● **Your instructions**:
Only the text belongs in the answer: every line of the records below, transcribed exactly.
*** Opening of Recorded data ***
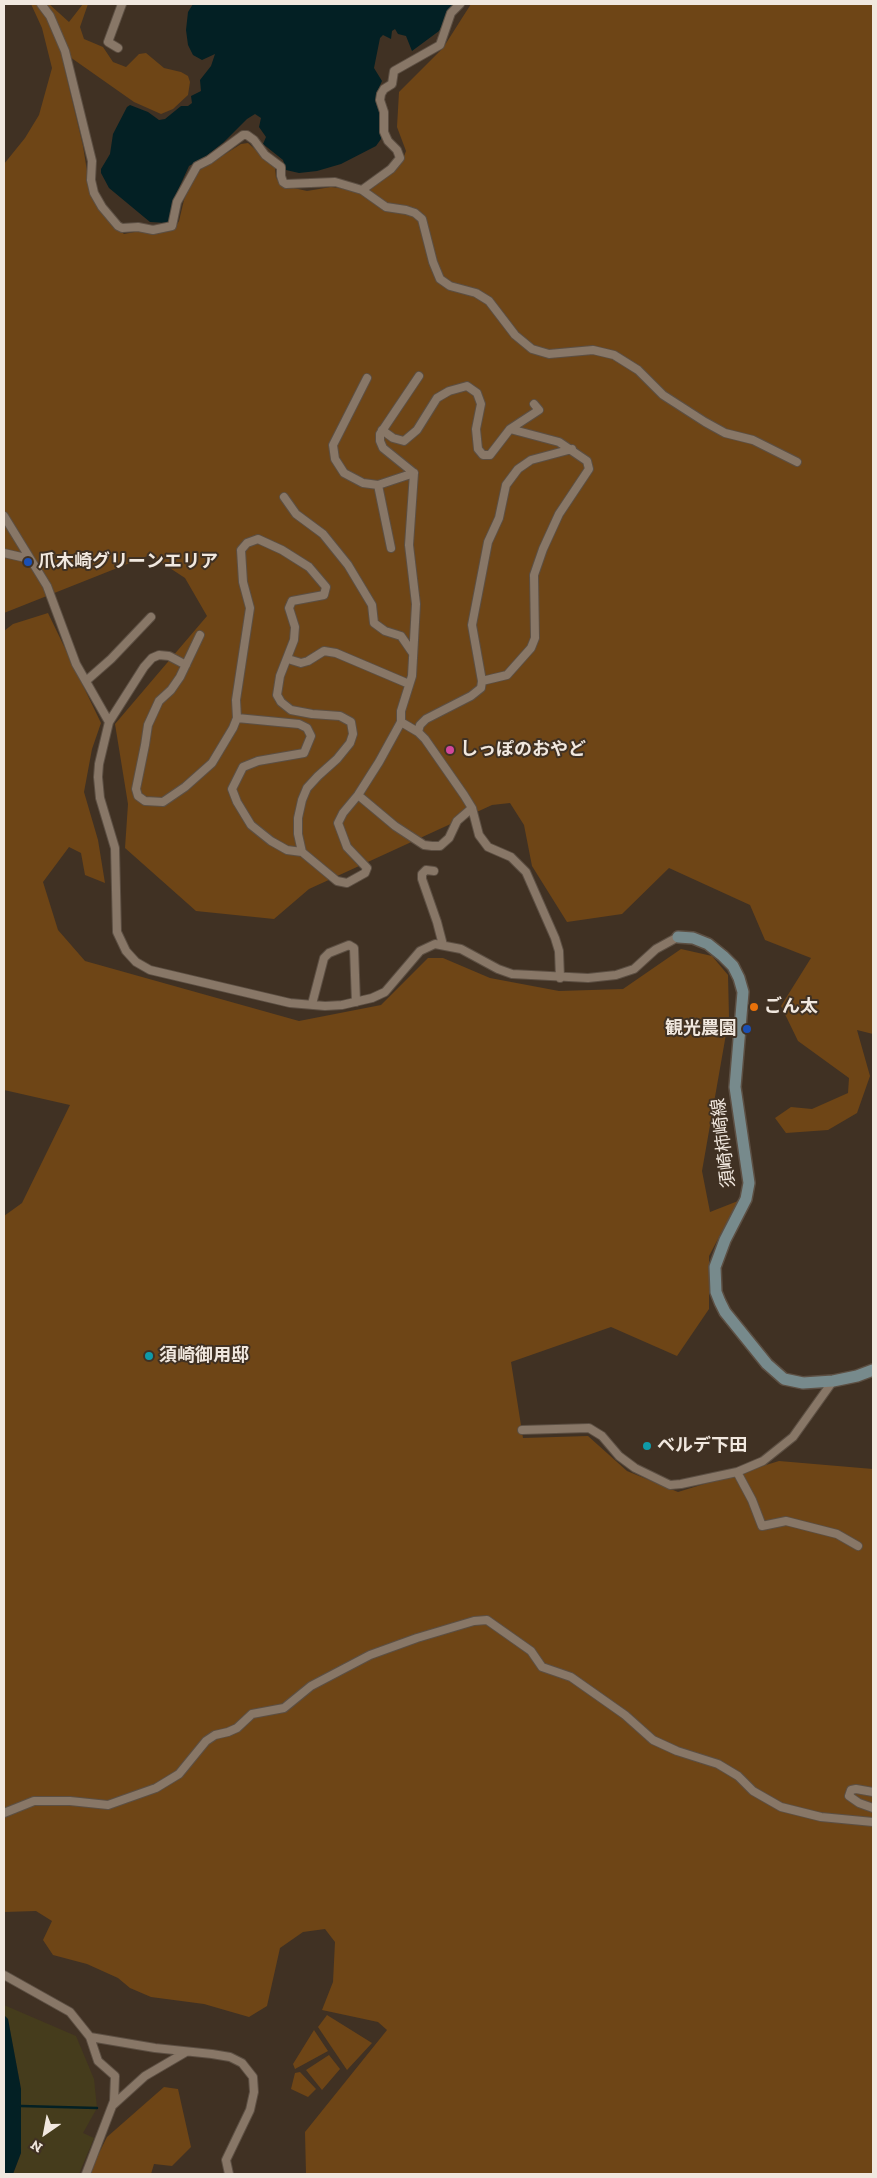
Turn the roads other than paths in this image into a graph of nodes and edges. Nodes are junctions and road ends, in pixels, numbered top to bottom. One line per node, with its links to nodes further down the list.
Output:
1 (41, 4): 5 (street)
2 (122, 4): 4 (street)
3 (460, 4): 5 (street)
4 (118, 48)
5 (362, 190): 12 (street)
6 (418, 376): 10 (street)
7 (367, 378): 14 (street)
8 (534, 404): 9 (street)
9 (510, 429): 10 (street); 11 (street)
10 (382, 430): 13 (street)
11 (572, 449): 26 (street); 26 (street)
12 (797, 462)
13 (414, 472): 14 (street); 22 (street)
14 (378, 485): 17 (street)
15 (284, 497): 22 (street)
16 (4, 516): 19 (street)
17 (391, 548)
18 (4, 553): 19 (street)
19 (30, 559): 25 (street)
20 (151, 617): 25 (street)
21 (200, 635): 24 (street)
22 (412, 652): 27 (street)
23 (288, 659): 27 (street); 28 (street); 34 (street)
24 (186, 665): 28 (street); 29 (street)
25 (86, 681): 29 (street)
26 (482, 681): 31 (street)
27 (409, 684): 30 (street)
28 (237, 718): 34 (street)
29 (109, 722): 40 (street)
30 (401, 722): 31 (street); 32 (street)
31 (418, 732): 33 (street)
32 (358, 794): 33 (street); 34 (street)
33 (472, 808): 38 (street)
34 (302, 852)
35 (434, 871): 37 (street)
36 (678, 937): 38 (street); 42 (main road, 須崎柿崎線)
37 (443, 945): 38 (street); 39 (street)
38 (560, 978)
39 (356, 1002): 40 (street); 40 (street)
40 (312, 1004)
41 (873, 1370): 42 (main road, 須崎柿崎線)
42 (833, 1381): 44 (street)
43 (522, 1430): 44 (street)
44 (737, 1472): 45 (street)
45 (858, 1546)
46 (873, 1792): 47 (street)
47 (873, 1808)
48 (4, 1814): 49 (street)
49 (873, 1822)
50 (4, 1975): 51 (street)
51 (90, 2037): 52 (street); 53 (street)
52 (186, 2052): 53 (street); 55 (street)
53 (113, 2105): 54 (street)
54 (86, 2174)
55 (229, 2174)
*** Close of Recorded data ***
● **Solution**:
Turn the roads other than paths in this image into a graph of nodes and edges. Nodes are junctions and road ends, in pixels, numbered top to bottom. One line per node, with its links to nodes further down the list.
Output:
1 (41, 4): 5 (street)
2 (122, 4): 4 (street)
3 (460, 4): 5 (street)
4 (118, 48)
5 (362, 190): 12 (street)
6 (418, 376): 10 (street)
7 (367, 378): 14 (street)
8 (534, 404): 9 (street)
9 (510, 429): 10 (street); 11 (street)
10 (382, 430): 13 (street)
11 (572, 449): 26 (street); 26 (street)
12 (797, 462)
13 (414, 472): 14 (street); 22 (street)
14 (378, 485): 17 (street)
15 (284, 497): 22 (street)
16 (4, 516): 19 (street)
17 (391, 548)
18 (4, 553): 19 (street)
19 (30, 559): 25 (street)
20 (151, 617): 25 (street)
21 (200, 635): 24 (street)
22 (412, 652): 27 (street)
23 (288, 659): 27 (street); 28 (street); 34 (street)
24 (186, 665): 28 (street); 29 (street)
25 (86, 681): 29 (street)
26 (482, 681): 31 (street)
27 (409, 684): 30 (street)
28 (237, 718): 34 (street)
29 (109, 722): 40 (street)
30 (401, 722): 31 (street); 32 (street)
31 (418, 732): 33 (street)
32 (358, 794): 33 (street); 34 (street)
33 (472, 808): 38 (street)
34 (302, 852)
35 (434, 871): 37 (street)
36 (678, 937): 38 (street); 42 (main road, 須崎柿崎線)
37 (443, 945): 38 (street); 39 (street)
38 (560, 978)
39 (356, 1002): 40 (street); 40 (street)
40 (312, 1004)
41 (873, 1370): 42 (main road, 須崎柿崎線)
42 (833, 1381): 44 (street)
43 (522, 1430): 44 (street)
44 (737, 1472): 45 (street)
45 (858, 1546)
46 (873, 1792): 47 (street)
47 (873, 1808)
48 (4, 1814): 49 (street)
49 (873, 1822)
50 (4, 1975): 51 (street)
51 (90, 2037): 52 (street); 53 (street)
52 (186, 2052): 53 (street); 55 (street)
53 (113, 2105): 54 (street)
54 (86, 2174)
55 (229, 2174)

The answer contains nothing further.